PROVIDED INFORMATION —
|---|

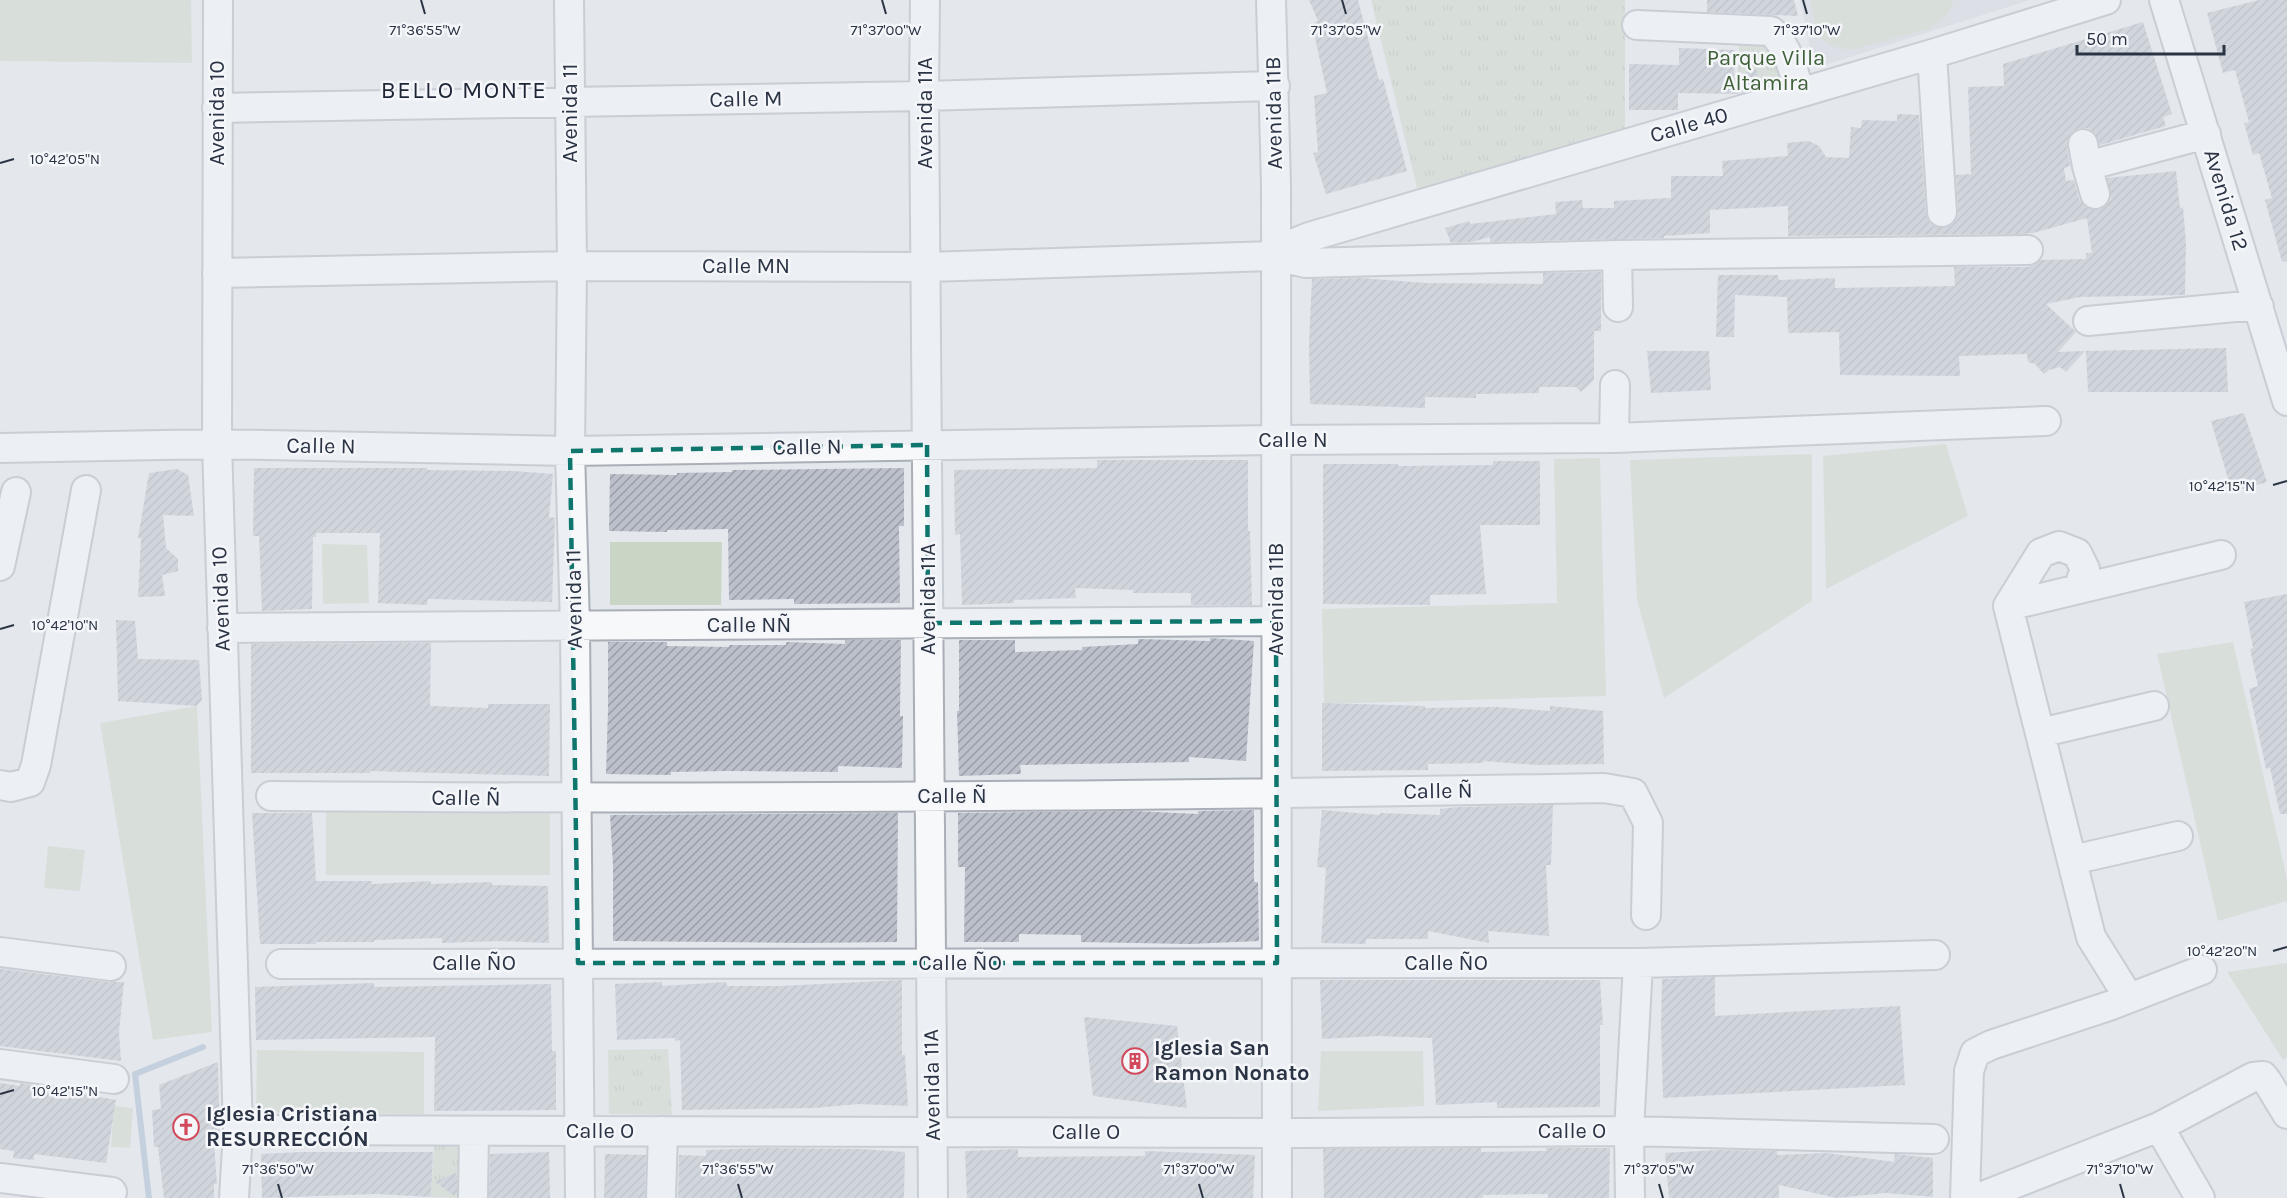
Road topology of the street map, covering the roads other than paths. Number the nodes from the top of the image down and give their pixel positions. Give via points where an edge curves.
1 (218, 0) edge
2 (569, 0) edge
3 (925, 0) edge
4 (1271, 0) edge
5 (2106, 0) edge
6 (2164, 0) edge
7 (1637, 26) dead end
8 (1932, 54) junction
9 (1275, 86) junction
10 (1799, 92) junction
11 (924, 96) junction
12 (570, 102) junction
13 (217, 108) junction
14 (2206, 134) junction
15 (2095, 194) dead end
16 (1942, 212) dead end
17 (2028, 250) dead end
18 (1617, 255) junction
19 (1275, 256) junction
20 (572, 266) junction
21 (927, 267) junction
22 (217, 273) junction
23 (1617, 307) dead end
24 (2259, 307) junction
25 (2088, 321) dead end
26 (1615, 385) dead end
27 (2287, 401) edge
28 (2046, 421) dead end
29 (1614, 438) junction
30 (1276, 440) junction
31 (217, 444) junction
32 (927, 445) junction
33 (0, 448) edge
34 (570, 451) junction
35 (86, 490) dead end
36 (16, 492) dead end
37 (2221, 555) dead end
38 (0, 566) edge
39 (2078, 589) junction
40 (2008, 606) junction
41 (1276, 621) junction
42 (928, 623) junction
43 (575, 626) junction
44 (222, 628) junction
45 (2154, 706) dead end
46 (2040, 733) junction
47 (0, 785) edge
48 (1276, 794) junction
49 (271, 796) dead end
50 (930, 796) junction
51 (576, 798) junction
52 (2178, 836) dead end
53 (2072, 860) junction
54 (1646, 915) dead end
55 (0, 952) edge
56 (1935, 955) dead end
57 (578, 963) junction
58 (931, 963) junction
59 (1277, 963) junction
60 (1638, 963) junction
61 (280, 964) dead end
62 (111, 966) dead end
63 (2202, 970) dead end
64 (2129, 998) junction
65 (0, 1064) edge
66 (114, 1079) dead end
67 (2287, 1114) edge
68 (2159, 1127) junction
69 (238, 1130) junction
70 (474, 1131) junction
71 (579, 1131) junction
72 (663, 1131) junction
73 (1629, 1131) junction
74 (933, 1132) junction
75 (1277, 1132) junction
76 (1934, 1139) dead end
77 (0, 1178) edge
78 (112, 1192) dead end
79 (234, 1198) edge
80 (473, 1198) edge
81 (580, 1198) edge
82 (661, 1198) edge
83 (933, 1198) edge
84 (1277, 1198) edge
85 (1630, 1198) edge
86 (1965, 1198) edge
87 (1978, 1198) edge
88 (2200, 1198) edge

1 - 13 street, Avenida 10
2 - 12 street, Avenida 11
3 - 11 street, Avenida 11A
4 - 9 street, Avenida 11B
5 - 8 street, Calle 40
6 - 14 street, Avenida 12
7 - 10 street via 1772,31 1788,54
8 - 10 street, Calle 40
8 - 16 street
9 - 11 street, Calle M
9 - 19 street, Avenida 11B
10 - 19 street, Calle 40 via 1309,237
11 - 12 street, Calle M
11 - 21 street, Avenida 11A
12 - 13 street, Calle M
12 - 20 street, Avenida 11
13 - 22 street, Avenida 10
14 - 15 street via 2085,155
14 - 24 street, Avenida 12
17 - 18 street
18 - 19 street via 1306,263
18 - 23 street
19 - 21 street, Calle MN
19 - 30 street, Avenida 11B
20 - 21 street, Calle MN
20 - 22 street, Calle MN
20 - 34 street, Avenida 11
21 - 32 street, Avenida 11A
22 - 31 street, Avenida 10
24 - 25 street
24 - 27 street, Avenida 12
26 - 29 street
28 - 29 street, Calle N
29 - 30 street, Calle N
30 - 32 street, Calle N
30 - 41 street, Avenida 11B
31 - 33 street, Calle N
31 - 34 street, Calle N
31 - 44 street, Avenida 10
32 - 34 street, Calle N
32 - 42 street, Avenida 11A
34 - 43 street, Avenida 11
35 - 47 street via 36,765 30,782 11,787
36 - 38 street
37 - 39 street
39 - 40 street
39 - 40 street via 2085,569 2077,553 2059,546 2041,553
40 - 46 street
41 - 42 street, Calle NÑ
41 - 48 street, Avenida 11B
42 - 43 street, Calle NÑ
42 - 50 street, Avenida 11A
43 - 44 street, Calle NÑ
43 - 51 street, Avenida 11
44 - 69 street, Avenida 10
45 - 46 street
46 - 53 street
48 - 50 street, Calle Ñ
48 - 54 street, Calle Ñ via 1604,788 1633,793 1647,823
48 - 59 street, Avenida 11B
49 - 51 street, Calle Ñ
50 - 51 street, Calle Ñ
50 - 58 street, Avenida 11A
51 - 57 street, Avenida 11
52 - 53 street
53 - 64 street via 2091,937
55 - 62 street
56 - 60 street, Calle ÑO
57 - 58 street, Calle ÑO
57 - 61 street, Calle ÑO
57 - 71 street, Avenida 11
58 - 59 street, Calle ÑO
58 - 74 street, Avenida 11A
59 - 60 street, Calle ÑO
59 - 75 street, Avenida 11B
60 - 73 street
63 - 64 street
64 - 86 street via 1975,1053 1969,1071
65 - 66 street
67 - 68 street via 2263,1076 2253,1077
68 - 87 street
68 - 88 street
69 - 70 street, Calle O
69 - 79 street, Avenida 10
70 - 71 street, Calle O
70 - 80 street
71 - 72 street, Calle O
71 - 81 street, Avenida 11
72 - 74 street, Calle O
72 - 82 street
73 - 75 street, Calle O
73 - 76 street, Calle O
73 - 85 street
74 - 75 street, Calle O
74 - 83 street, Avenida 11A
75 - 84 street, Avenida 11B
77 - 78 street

|---|

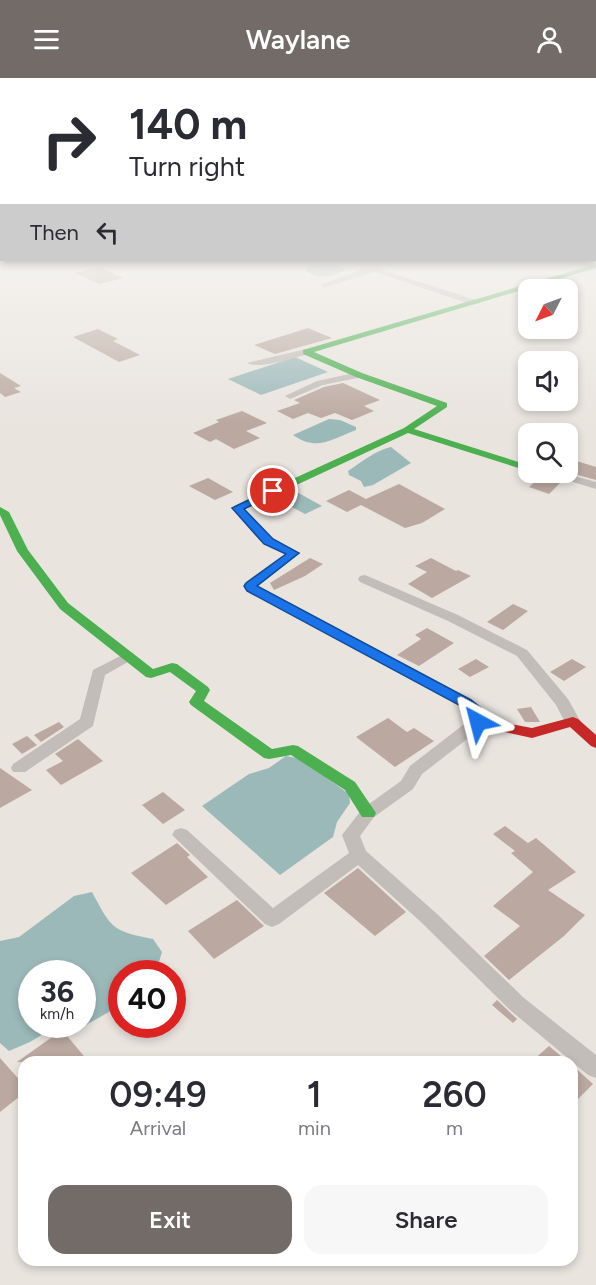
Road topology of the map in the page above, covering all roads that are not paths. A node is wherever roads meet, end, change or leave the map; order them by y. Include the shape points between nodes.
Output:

|---|

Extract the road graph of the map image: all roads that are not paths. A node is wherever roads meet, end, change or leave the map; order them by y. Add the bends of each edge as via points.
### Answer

|---|

WORK INSTRUCTIONS —
Across the listing above, report every line where "that" occurs.

RESPONSE —
Road topology of the map in the page above, covering all roads that are not paths. A node is wherever roads meet, end, change or leave the map; order them by y. Include the shape points between nodes.
Extract the road graph of the map image: all roads that are not paths. A node is wherever roads meet, end, change or leave the map; order them by y. Add the bends of each edge as via points.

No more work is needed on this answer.